## Goal of the exercise
Copy the result of filtering the entries below for lines that include the string "joint".
────────────────
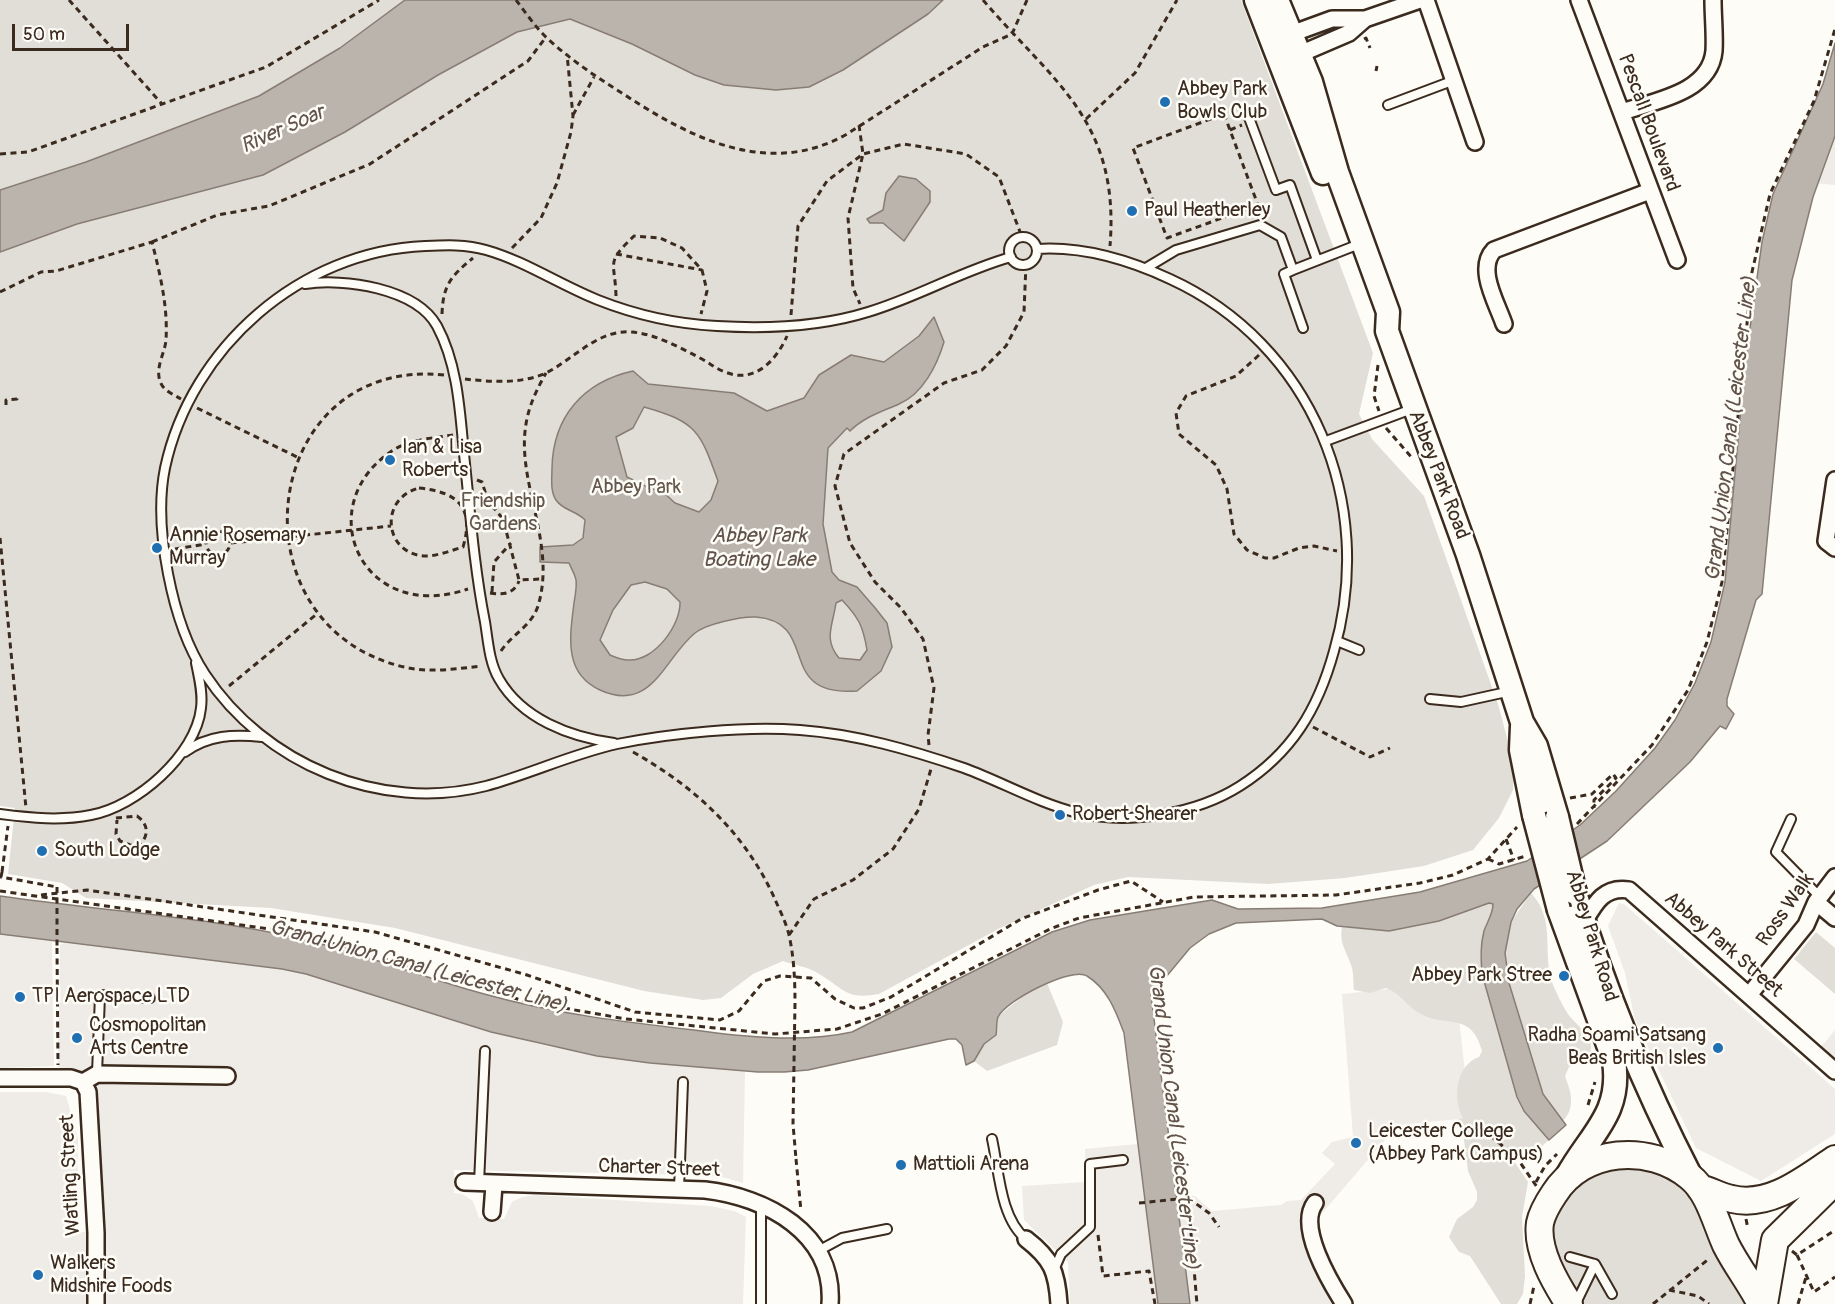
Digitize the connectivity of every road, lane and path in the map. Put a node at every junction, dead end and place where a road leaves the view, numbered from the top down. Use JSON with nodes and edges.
{"nodes":[{"id":1,"x":69,"y":0,"type":"edge"},
{"id":2,"x":379,"y":0,"type":"edge"},
{"id":3,"x":516,"y":0,"type":"edge"},
{"id":4,"x":983,"y":0,"type":"edge"},
{"id":5,"x":1027,"y":0,"type":"edge"},
{"id":6,"x":1177,"y":0,"type":"edge"},
{"id":7,"x":1257,"y":0,"type":"edge"},
{"id":8,"x":1277,"y":0,"type":"edge"},
{"id":9,"x":1420,"y":0,"type":"edge"},
{"id":10,"x":1426,"y":0,"type":"edge"},
{"id":11,"x":1580,"y":0,"type":"edge"},
{"id":12,"x":1713,"y":0,"type":"edge"},
{"id":13,"x":1365,"y":19,"type":"junction"},
{"id":14,"x":1835,"y":29,"type":"edge"},
{"id":15,"x":1012,"y":34,"type":"junction"},
{"id":16,"x":546,"y":37,"type":"junction"},
{"id":17,"x":1295,"y":44,"type":"junction"},
{"id":18,"x":1276,"y":51,"type":"junction"},
{"id":19,"x":567,"y":54,"type":"junction"},
{"id":20,"x":1377,"y":66,"type":"dead end"},
{"id":21,"x":1376,"y":71,"type":"dead end"},
{"id":22,"x":594,"y":77,"type":"junction"},
{"id":23,"x":1452,"y":81,"type":"junction"},
{"id":24,"x":162,"y":104,"type":"junction"},
{"id":25,"x":1388,"y":105,"type":"dead end"},
{"id":26,"x":1622,"y":112,"type":"junction"},
{"id":27,"x":573,"y":116,"type":"junction"},
{"id":28,"x":1248,"y":116,"type":"dead end"},
{"id":29,"x":1086,"y":119,"type":"junction"},
{"id":30,"x":859,"y":124,"type":"junction"},
{"id":31,"x":1475,"y":142,"type":"dead end"},
{"id":32,"x":1133,"y":148,"type":"joint"},
{"id":33,"x":0,"y":154,"type":"edge"},
{"id":34,"x":863,"y":154,"type":"junction"},
{"id":35,"x":1650,"y":191,"type":"junction"},
{"id":36,"x":1022,"y":237,"type":"junction"},
{"id":37,"x":152,"y":242,"type":"junction"},
{"id":38,"x":1357,"y":245,"type":"junction"},
{"id":39,"x":483,"y":249,"type":"junction"},
{"id":40,"x":1037,"y":249,"type":"junction"},
{"id":41,"x":615,"y":254,"type":"junction"},
{"id":42,"x":504,"y":256,"type":"junction"},
{"id":43,"x":1011,"y":257,"type":"junction"},
{"id":44,"x":1109,"y":257,"type":"junction"},
{"id":45,"x":1317,"y":260,"type":"junction"},
{"id":46,"x":1677,"y":260,"type":"dead end"},
{"id":47,"x":1026,"y":264,"type":"junction"},
{"id":48,"x":1146,"y":268,"type":"junction"},
{"id":49,"x":702,"y":270,"type":"junction"},
{"id":50,"x":1293,"y":270,"type":"junction"},
{"id":51,"x":295,"y":286,"type":"junction"},
{"id":52,"x":0,"y":292,"type":"edge"},
{"id":53,"x":617,"y":307,"type":"junction"},
{"id":54,"x":866,"y":313,"type":"junction"},
{"id":55,"x":442,"y":320,"type":"dead end"},
{"id":56,"x":1504,"y":324,"type":"dead end"},
{"id":57,"x":698,"y":325,"type":"junction"},
{"id":58,"x":790,"y":326,"type":"junction"},
{"id":59,"x":1303,"y":328,"type":"dead end"},
{"id":60,"x":1265,"y":347,"type":"junction"},
{"id":61,"x":546,"y":373,"type":"junction"},
{"id":62,"x":454,"y":378,"type":"junction"},
{"id":63,"x":17,"y":396,"type":"dead end"},
{"id":64,"x":6,"y":403,"type":"dead end"},
{"id":65,"x":189,"y":404,"type":"junction"},
{"id":66,"x":1413,"y":409,"type":"junction"},
{"id":67,"x":462,"y":433,"type":"junction"},
{"id":68,"x":1326,"y":441,"type":"junction"},
{"id":69,"x":297,"y":457,"type":"junction"},
{"id":70,"x":1835,"y":480,"type":"edge"},
{"id":71,"x":488,"y":501,"type":"dead end"},
{"id":72,"x":391,"y":526,"type":"junction"},
{"id":73,"x":351,"y":529,"type":"junction"},
{"id":74,"x":0,"y":538,"type":"edge"},
{"id":75,"x":287,"y":538,"type":"junction"},
{"id":76,"x":231,"y":543,"type":"junction"},
{"id":77,"x":510,"y":543,"type":"junction"},
{"id":78,"x":206,"y":544,"type":"junction"},
{"id":79,"x":1835,"y":548,"type":"edge"},
{"id":80,"x":164,"y":551,"type":"junction"},
{"id":81,"x":1347,"y":554,"type":"junction"},
{"id":82,"x":542,"y":579,"type":"junction"},
{"id":83,"x":519,"y":580,"type":"junction"},
{"id":84,"x":478,"y":586,"type":"junction"},
{"id":85,"x":492,"y":593,"type":"junction"},
{"id":86,"x":480,"y":595,"type":"junction"},
{"id":87,"x":318,"y":613,"type":"junction"},
{"id":88,"x":1337,"y":641,"type":"junction"},
{"id":89,"x":1359,"y":650,"type":"dead end"},
{"id":90,"x":195,"y":658,"type":"junction"},
{"id":91,"x":493,"y":664,"type":"junction"},
{"id":92,"x":1514,"y":690,"type":"junction"},
{"id":93,"x":219,"y":694,"type":"junction"},
{"id":94,"x":1430,"y":699,"type":"dead end"},
{"id":95,"x":1522,"y":722,"type":"junction"},
{"id":96,"x":1306,"y":723,"type":"junction"},
{"id":97,"x":262,"y":737,"type":"junction"},
{"id":98,"x":618,"y":744,"type":"junction"},
{"id":99,"x":1390,"y":748,"type":"dead end"},
{"id":100,"x":181,"y":754,"type":"junction"},
{"id":101,"x":931,"y":758,"type":"junction"},
{"id":102,"x":1594,"y":808,"type":"junction"},
{"id":103,"x":109,"y":810,"type":"junction"},
{"id":104,"x":0,"y":814,"type":"edge"},
{"id":105,"x":10,"y":815,"type":"junction"},
{"id":106,"x":1561,"y":816,"type":"junction"},
{"id":107,"x":27,"y":818,"type":"junction"},
{"id":108,"x":1791,"y":819,"type":"dead end"},
{"id":109,"x":117,"y":820,"type":"junction"},
{"id":110,"x":1527,"y":820,"type":"junction"},
{"id":111,"x":1506,"y":839,"type":"junction"},
{"id":112,"x":1532,"y":852,"type":"dead end"},
{"id":113,"x":1488,"y":859,"type":"junction"},
{"id":114,"x":1514,"y":860,"type":"junction"},
{"id":115,"x":1,"y":872,"type":"edge"},
{"id":116,"x":1835,"y":877,"type":"edge"},
{"id":117,"x":0,"y":891,"type":"edge"},
{"id":118,"x":36,"y":896,"type":"junction"},
{"id":119,"x":1818,"y":899,"type":"junction"},
{"id":120,"x":1163,"y":902,"type":"junction"},
{"id":121,"x":1835,"y":918,"type":"edge"},
{"id":122,"x":1584,"y":922,"type":"junction"},
{"id":123,"x":789,"y":934,"type":"junction"},
{"id":124,"x":794,"y":976,"type":"junction"},
{"id":125,"x":1749,"y":995,"type":"junction"},
{"id":126,"x":150,"y":998,"type":"dead end"},
{"id":127,"x":485,"y":1052,"type":"dead end"},
{"id":128,"x":1835,"y":1071,"type":"edge"},
{"id":129,"x":97,"y":1074,"type":"junction"},
{"id":130,"x":1597,"y":1075,"type":"dead end"},
{"id":131,"x":227,"y":1076,"type":"dead end"},
{"id":132,"x":0,"y":1078,"type":"edge"},
{"id":133,"x":63,"y":1078,"type":"junction"},
{"id":134,"x":83,"y":1082,"type":"junction"},
{"id":135,"x":683,"y":1082,"type":"dead end"},
{"id":136,"x":1587,"y":1109,"type":"dead end"},
{"id":137,"x":1474,"y":1122,"type":"dead end"},
{"id":138,"x":992,"y":1138,"type":"dead end"},
{"id":139,"x":1559,"y":1152,"type":"dead end"},
{"id":140,"x":1835,"y":1159,"type":"edge"},
{"id":141,"x":1123,"y":1160,"type":"dead end"},
{"id":142,"x":1567,"y":1176,"type":"junction"},
{"id":143,"x":479,"y":1183,"type":"junction"},
{"id":144,"x":1696,"y":1183,"type":"junction"},
{"id":145,"x":1833,"y":1186,"type":"edge"},
{"id":146,"x":679,"y":1189,"type":"junction"},
{"id":147,"x":1539,"y":1195,"type":"junction"},
{"id":148,"x":1188,"y":1198,"type":"junction"},
{"id":149,"x":761,"y":1203,"type":"junction"},
{"id":150,"x":1139,"y":1203,"type":"dead end"},
{"id":151,"x":1315,"y":1203,"type":"dead end"},
{"id":152,"x":492,"y":1212,"type":"dead end"},
{"id":153,"x":794,"y":1224,"type":"junction"},
{"id":154,"x":1090,"y":1227,"type":"junction"},
{"id":155,"x":1218,"y":1227,"type":"dead end"},
{"id":156,"x":887,"y":1230,"type":"dead end"},
{"id":157,"x":1748,"y":1230,"type":"dead end"},
{"id":158,"x":1835,"y":1230,"type":"edge"},
{"id":159,"x":1026,"y":1239,"type":"joint"},
{"id":160,"x":1775,"y":1240,"type":"junction"},
{"id":161,"x":1727,"y":1247,"type":"junction"},
{"id":162,"x":818,"y":1251,"type":"junction"},
{"id":163,"x":1797,"y":1255,"type":"junction"},
{"id":164,"x":1570,"y":1257,"type":"dead end"},
{"id":165,"x":1595,"y":1264,"type":"junction"},
{"id":166,"x":1054,"y":1270,"type":"junction"},
{"id":167,"x":1807,"y":1275,"type":"junction"},
{"id":168,"x":1835,"y":1277,"type":"edge"},
{"id":169,"x":1534,"y":1278,"type":"dead end"},
{"id":170,"x":1669,"y":1290,"type":"junction"},
{"id":171,"x":1612,"y":1294,"type":"dead end"},
{"id":172,"x":1565,"y":1300,"type":"edge"},
{"id":173,"x":96,"y":1304,"type":"edge"},
{"id":174,"x":761,"y":1304,"type":"edge"},
{"id":175,"x":830,"y":1304,"type":"edge"},
{"id":176,"x":1059,"y":1304,"type":"edge"},
{"id":177,"x":1155,"y":1304,"type":"edge"},
{"id":178,"x":1197,"y":1304,"type":"edge"},
{"id":179,"x":1344,"y":1304,"type":"edge"},
{"id":180,"x":1530,"y":1304,"type":"edge"},
{"id":181,"x":1653,"y":1304,"type":"edge"},
{"id":182,"x":1709,"y":1304,"type":"edge"},
{"id":183,"x":1763,"y":1304,"type":"edge"},
{"id":184,"x":1798,"y":1304,"type":"edge"}],
"edges":[{"from":1,"to":24,"type":"path"},
{"from":2,"to":24,"type":"path"},
{"from":3,"to":16,"type":"path"},
{"from":4,"to":15,"type":"path"},
{"from":5,"to":15,"type":"path"},
{"from":6,"to":29,"type":"path"},
{"from":7,"to":18,"type":"main road","name":"Abbey Park Road"},
{"from":8,"to":17,"type":"main road","name":"Abbey Park Road"},
{"from":9,"to":13,"type":"street"},
{"from":10,"to":23,"type":"street"},
{"from":11,"to":26,"type":"street","name":"Pescall Boulevard"},
{"from":12,"to":26,"type":"street"},
{"from":13,"to":17,"type":"street"},
{"from":13,"to":17,"type":"street"},
{"from":14,"to":102,"type":"path"},
{"from":15,"to":29,"type":"path"},
{"from":15,"to":30,"type":"path"},
{"from":16,"to":19,"type":"path"},
{"from":16,"to":37,"type":"path"},
{"from":17,"to":18,"type":"street"},
{"from":17,"to":38,"type":"main road","name":"Abbey Park Road"},
{"from":18,"to":38,"type":"main road","name":"Abbey Park Road"},
{"from":19,"to":22,"type":"path"},
{"from":19,"to":27,"type":"path"},
{"from":20,"to":21,"type":"path"},
{"from":22,"to":27,"type":"path"},
{"from":22,"to":30,"type":"path"},
{"from":23,"to":25,"type":"lane"},
{"from":23,"to":31,"type":"street"},
{"from":24,"to":33,"type":"path"},
{"from":26,"to":35,"type":"street","name":"Pescall Boulevard"},
{"from":27,"to":42,"type":"path"},
{"from":28,"to":45,"type":"lane"},
{"from":29,"to":44,"type":"path"},
{"from":30,"to":34,"type":"path"},
{"from":32,"to":32,"type":"path"},
{"from":34,"to":36,"type":"path"},
{"from":34,"to":54,"type":"path"},
{"from":34,"to":58,"type":"path"},
{"from":35,"to":46,"type":"street","name":"Pescall Boulevard"},
{"from":35,"to":56,"type":"street"},
{"from":36,"to":40,"type":"lane"},
{"from":36,"to":43,"type":"lane"},
{"from":37,"to":52,"type":"path"},
{"from":37,"to":65,"type":"path"},
{"from":38,"to":45,"type":"lane"},
{"from":38,"to":66,"type":"main road","name":"Abbey Park Road"},
{"from":39,"to":42,"type":"lane"},
{"from":39,"to":51,"type":"lane"},
{"from":39,"to":55,"type":"path"},
{"from":40,"to":44,"type":"lane"},
{"from":40,"to":47,"type":"lane"},
{"from":41,"to":49,"type":"path"},
{"from":41,"to":49,"type":"path"},
{"from":41,"to":53,"type":"path"},
{"from":42,"to":53,"type":"lane"},
{"from":43,"to":47,"type":"lane"},
{"from":43,"to":54,"type":"lane"},
{"from":44,"to":48,"type":"lane"},
{"from":45,"to":50,"type":"lane"},
{"from":47,"to":101,"type":"path"},
{"from":48,"to":50,"type":"lane"},
{"from":48,"to":60,"type":"lane"},
{"from":49,"to":57,"type":"path"},
{"from":50,"to":59,"type":"lane"},
{"from":51,"to":62,"type":"lane"},
{"from":51,"to":65,"type":"lane"},
{"from":53,"to":57,"type":"lane"},
{"from":54,"to":58,"type":"lane"},
{"from":57,"to":58,"type":"lane"},
{"from":58,"to":61,"type":"path"},
{"from":60,"to":68,"type":"lane"},
{"from":60,"to":81,"type":"path"},
{"from":61,"to":62,"type":"path"},
{"from":61,"to":82,"type":"path"},
{"from":62,"to":67,"type":"lane"},
{"from":62,"to":69,"type":"path"},
{"from":63,"to":64,"type":"path"},
{"from":65,"to":69,"type":"path"},
{"from":65,"to":80,"type":"lane"},
{"from":66,"to":68,"type":"lane"},
{"from":66,"to":92,"type":"main road","name":"Abbey Park Road"},
{"from":67,"to":73,"type":"path"},
{"from":67,"to":84,"type":"lane"},
{"from":68,"to":81,"type":"lane"},
{"from":69,"to":75,"type":"path"},
{"from":70,"to":79,"type":"street"},
{"from":71,"to":77,"type":"path"},
{"from":72,"to":72,"type":"path"},
{"from":72,"to":73,"type":"path"},
{"from":73,"to":75,"type":"path"},
{"from":73,"to":84,"type":"path"},
{"from":74,"to":107,"type":"path"},
{"from":75,"to":76,"type":"path"},
{"from":75,"to":87,"type":"path"},
{"from":76,"to":78,"type":"path"},
{"from":76,"to":78,"type":"path"},
{"from":77,"to":83,"type":"path"},
{"from":77,"to":85,"type":"path"},
{"from":78,"to":80,"type":"path"},
{"from":80,"to":90,"type":"lane"},
{"from":81,"to":88,"type":"lane"},
{"from":82,"to":83,"type":"path"},
{"from":82,"to":91,"type":"path"},
{"from":83,"to":85,"type":"path"},
{"from":84,"to":86,"type":"lane"},
{"from":85,"to":86,"type":"path"},
{"from":86,"to":91,"type":"lane"},
{"from":87,"to":91,"type":"path"},
{"from":87,"to":93,"type":"path"},
{"from":88,"to":89,"type":"lane"},
{"from":88,"to":96,"type":"lane"},
{"from":90,"to":93,"type":"lane"},
{"from":90,"to":100,"type":"lane"},
{"from":91,"to":98,"type":"lane"},
{"from":92,"to":94,"type":"lane"},
{"from":92,"to":95,"type":"main road","name":"Abbey Park Road"},
{"from":93,"to":97,"type":"lane"},
{"from":95,"to":106,"type":"main road","name":"Abbey Park Road"},
{"from":95,"to":110,"type":"main road","name":"Abbey Park Road"},
{"from":96,"to":99,"type":"path"},
{"from":96,"to":101,"type":"lane"},
{"from":97,"to":98,"type":"lane"},
{"from":97,"to":100,"type":"lane"},
{"from":98,"to":101,"type":"lane"},
{"from":98,"to":123,"type":"path"},
{"from":100,"to":103,"type":"lane"},
{"from":101,"to":123,"type":"path"},
{"from":102,"to":106,"type":"path"},
{"from":102,"to":106,"type":"path"},
{"from":103,"to":107,"type":"lane"},
{"from":103,"to":109,"type":"path"},
{"from":104,"to":105,"type":"lane"},
{"from":105,"to":107,"type":"lane"},
{"from":105,"to":115,"type":"path"},
{"from":106,"to":122,"type":"main road","name":"Abbey Park Road","bridge":true},
{"from":108,"to":119,"type":"lane"},
{"from":109,"to":109,"type":"path"},
{"from":110,"to":111,"type":"path"},
{"from":110,"to":142,"type":"main road","name":"Abbey Park Road","bridge":true},
{"from":111,"to":113,"type":"path"},
{"from":111,"to":114,"type":"path"},
{"from":112,"to":114,"type":"path"},
{"from":113,"to":114,"type":"path"},
{"from":113,"to":120,"type":"path"},
{"from":115,"to":133,"type":"path","bridge":true},
{"from":116,"to":119,"type":"street","name":"Ross Walk"},
{"from":117,"to":118,"type":"path"},
{"from":118,"to":120,"type":"path"},
{"from":118,"to":124,"type":"path"},
{"from":119,"to":121,"type":"street"},
{"from":119,"to":125,"type":"street","name":"Ross Walk"},
{"from":120,"to":124,"type":"path"},
{"from":122,"to":125,"type":"street","name":"Abbey Park Street"},
{"from":122,"to":144,"type":"main road","name":"Abbey Park Road"},
{"from":123,"to":124,"type":"path"},
{"from":124,"to":153,"type":"path","bridge":true},
{"from":125,"to":128,"type":"street","name":"Abbey Park Street"},
{"from":126,"to":129,"type":"lane"},
{"from":127,"to":143,"type":"lane"},
{"from":129,"to":131,"type":"street"},
{"from":129,"to":134,"type":"street"},
{"from":130,"to":136,"type":"path"},
{"from":132,"to":133,"type":"street"},
{"from":133,"to":134,"type":"street"},
{"from":134,"to":173,"type":"street","name":"Watling Street"},
{"from":135,"to":146,"type":"lane"},
{"from":137,"to":147,"type":"path"},
{"from":138,"to":159,"type":"lane"},
{"from":139,"to":147,"type":"path"},
{"from":140,"to":144,"type":"main road"},
{"from":141,"to":154,"type":"lane"},
{"from":142,"to":144,"type":"main road"},
{"from":142,"to":147,"type":"main road"},
{"from":143,"to":146,"type":"street","name":"Charter Street"},
{"from":143,"to":152,"type":"street"},
{"from":144,"to":161,"type":"main road"},
{"from":145,"to":160,"type":"main road"},
{"from":146,"to":149,"type":"street","name":"Charter Street"},
{"from":147,"to":172,"type":"main road"},
{"from":148,"to":150,"type":"path"},
{"from":148,"to":155,"type":"path"},
{"from":148,"to":178,"type":"path"},
{"from":149,"to":153,"type":"street","name":"Charter Street"},
{"from":149,"to":174,"type":"lane"},
{"from":151,"to":179,"type":"street"},
{"from":153,"to":162,"type":"street","name":"Charter Street"},
{"from":154,"to":166,"type":"lane"},
{"from":154,"to":177,"type":"path"},
{"from":156,"to":162,"type":"lane"},
{"from":157,"to":161,"type":"path"},
{"from":158,"to":163,"type":"path"},
{"from":159,"to":166,"type":"street"},
{"from":160,"to":163,"type":"path"},
{"from":160,"to":183,"type":"main road"},
{"from":161,"to":170,"type":"path"},
{"from":161,"to":183,"type":"main road"},
{"from":162,"to":175,"type":"street","name":"Charter Street"},
{"from":163,"to":167,"type":"path"},
{"from":164,"to":165,"type":"lane"},
{"from":165,"to":171,"type":"lane"},
{"from":165,"to":172,"type":"lane"},
{"from":166,"to":176,"type":"street"},
{"from":167,"to":168,"type":"path"},
{"from":167,"to":184,"type":"path"},
{"from":169,"to":180,"type":"path"},
{"from":170,"to":181,"type":"path"},
{"from":170,"to":182,"type":"path"}]}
────────────────
## Written answer
{"id":32,"x":1133,"y":148,"type":"joint"},
{"id":159,"x":1026,"y":1239,"type":"joint"},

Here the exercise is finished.